**TRY IT:**
All of the data below should come back exactly as written, minus its images.

**EXCERPTED DATA:**

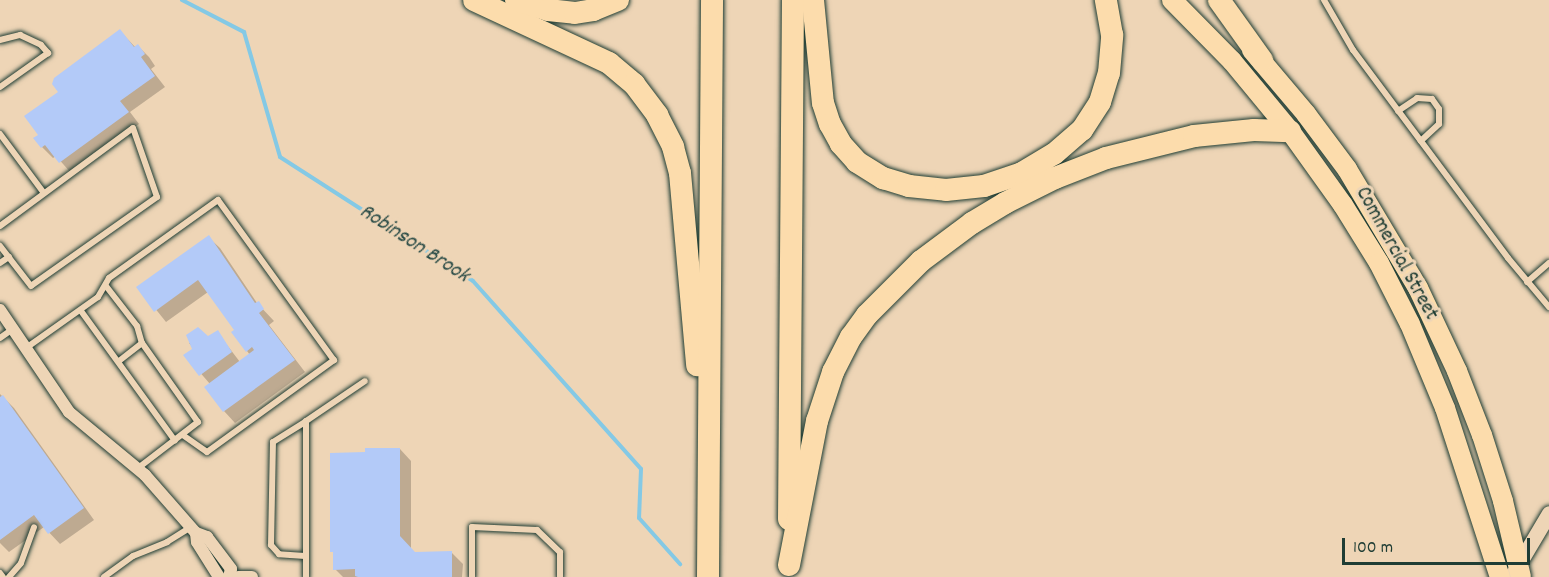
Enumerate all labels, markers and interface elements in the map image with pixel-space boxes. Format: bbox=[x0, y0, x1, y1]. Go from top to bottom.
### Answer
street label: Commercial Street bbox=[1349, 183, 1443, 325]
water label: Robinson Brook bbox=[354, 199, 474, 289]
scale bar bbox=[1345, 526, 1532, 564]
text: 100 m bbox=[1353, 536, 1393, 561]

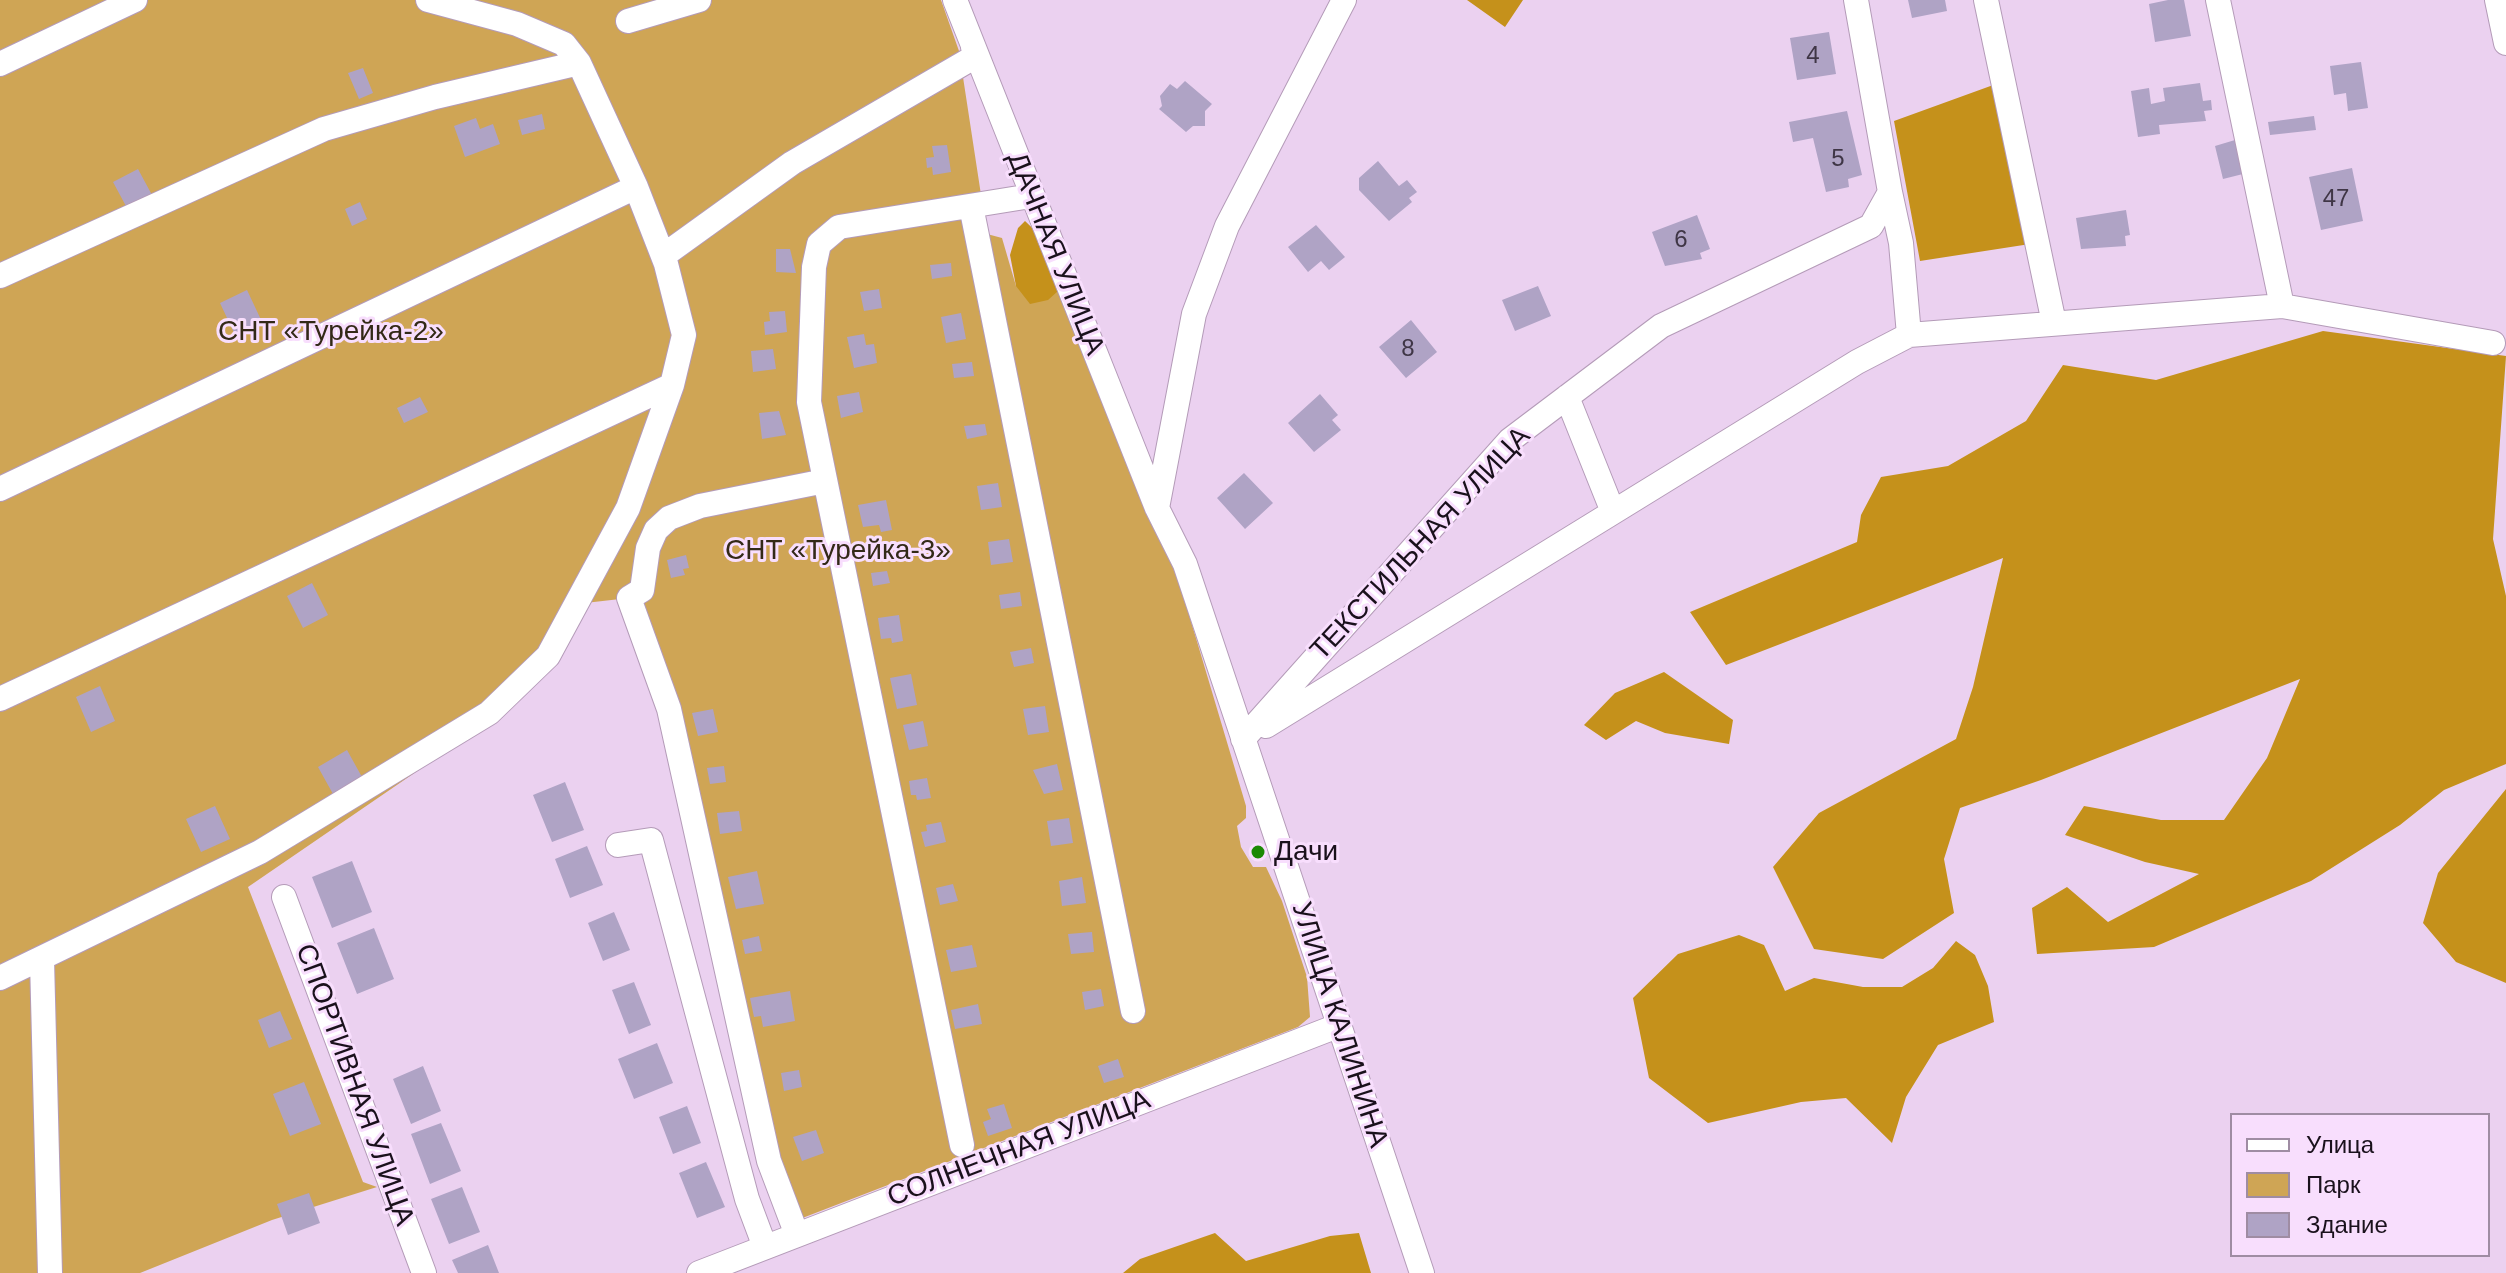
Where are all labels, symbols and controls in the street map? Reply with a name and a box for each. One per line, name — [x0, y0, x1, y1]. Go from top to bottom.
house number: 4 — [1806, 42, 1820, 70]
house number: 5 — [1831, 145, 1845, 173]
street label: ДАЧНАЯ УЛИЦА — [999, 148, 1111, 360]
house number: 47 — [2323, 185, 2349, 213]
house number: 6 — [1674, 226, 1688, 254]
park label: СНТ «Турейка-2» — [218, 315, 444, 349]
house number: 8 — [1401, 335, 1415, 363]
street label: ТЕКСТИЛЬНАЯ УЛИЦА — [1304, 420, 1538, 668]
park label: СНТ «Турейка-3» — [725, 534, 951, 568]
place label: Дачи — [1274, 835, 1338, 869]
marker: Дачи — [1249, 843, 1267, 861]
street label: УЛИЦА КАЛИНИНА — [1283, 898, 1395, 1152]
street label: СПОРТИВНАЯ УЛИЦА — [287, 940, 421, 1230]
street label: СОЛНЕЧНАЯ УЛИЦА — [883, 1083, 1155, 1215]
legend — [2230, 1113, 2490, 1257]
text: Улица — [2306, 1131, 2374, 1158]
text: Парк — [2306, 1171, 2360, 1198]
text: Здание — [2306, 1211, 2388, 1238]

**ANSWER SPACE:**
Enumerate all labels, markers and interface elements in the map image with pixel-space boxes. Format: bbox=[x0, y0, x1, y1]. Go from top to bottom.
### Answer
street label: Commercial Street bbox=[1349, 183, 1443, 325]
water label: Robinson Brook bbox=[354, 199, 474, 289]
scale bar bbox=[1345, 526, 1532, 564]
text: 100 m bbox=[1353, 536, 1393, 561]

Where are all labels, symbols and controls in the street map? Reply with a name and a box for each. One per line, name — [x0, y0, x1, y1]. Go from top to bottom.
house number: 4 — [1806, 42, 1820, 70]
house number: 5 — [1831, 145, 1845, 173]
street label: ДАЧНАЯ УЛИЦА — [999, 148, 1111, 360]
house number: 47 — [2323, 185, 2349, 213]
house number: 6 — [1674, 226, 1688, 254]
park label: СНТ «Турейка-2» — [218, 315, 444, 349]
house number: 8 — [1401, 335, 1415, 363]
street label: ТЕКСТИЛЬНАЯ УЛИЦА — [1304, 420, 1538, 668]
park label: СНТ «Турейка-3» — [725, 534, 951, 568]
place label: Дачи — [1274, 835, 1338, 869]
marker: Дачи — [1249, 843, 1267, 861]
street label: УЛИЦА КАЛИНИНА — [1283, 898, 1395, 1152]
street label: СПОРТИВНАЯ УЛИЦА — [287, 940, 421, 1230]
street label: СОЛНЕЧНАЯ УЛИЦА — [883, 1083, 1155, 1215]
legend — [2230, 1113, 2490, 1257]
text: Улица — [2306, 1131, 2374, 1158]
text: Парк — [2306, 1171, 2360, 1198]
text: Здание — [2306, 1211, 2388, 1238]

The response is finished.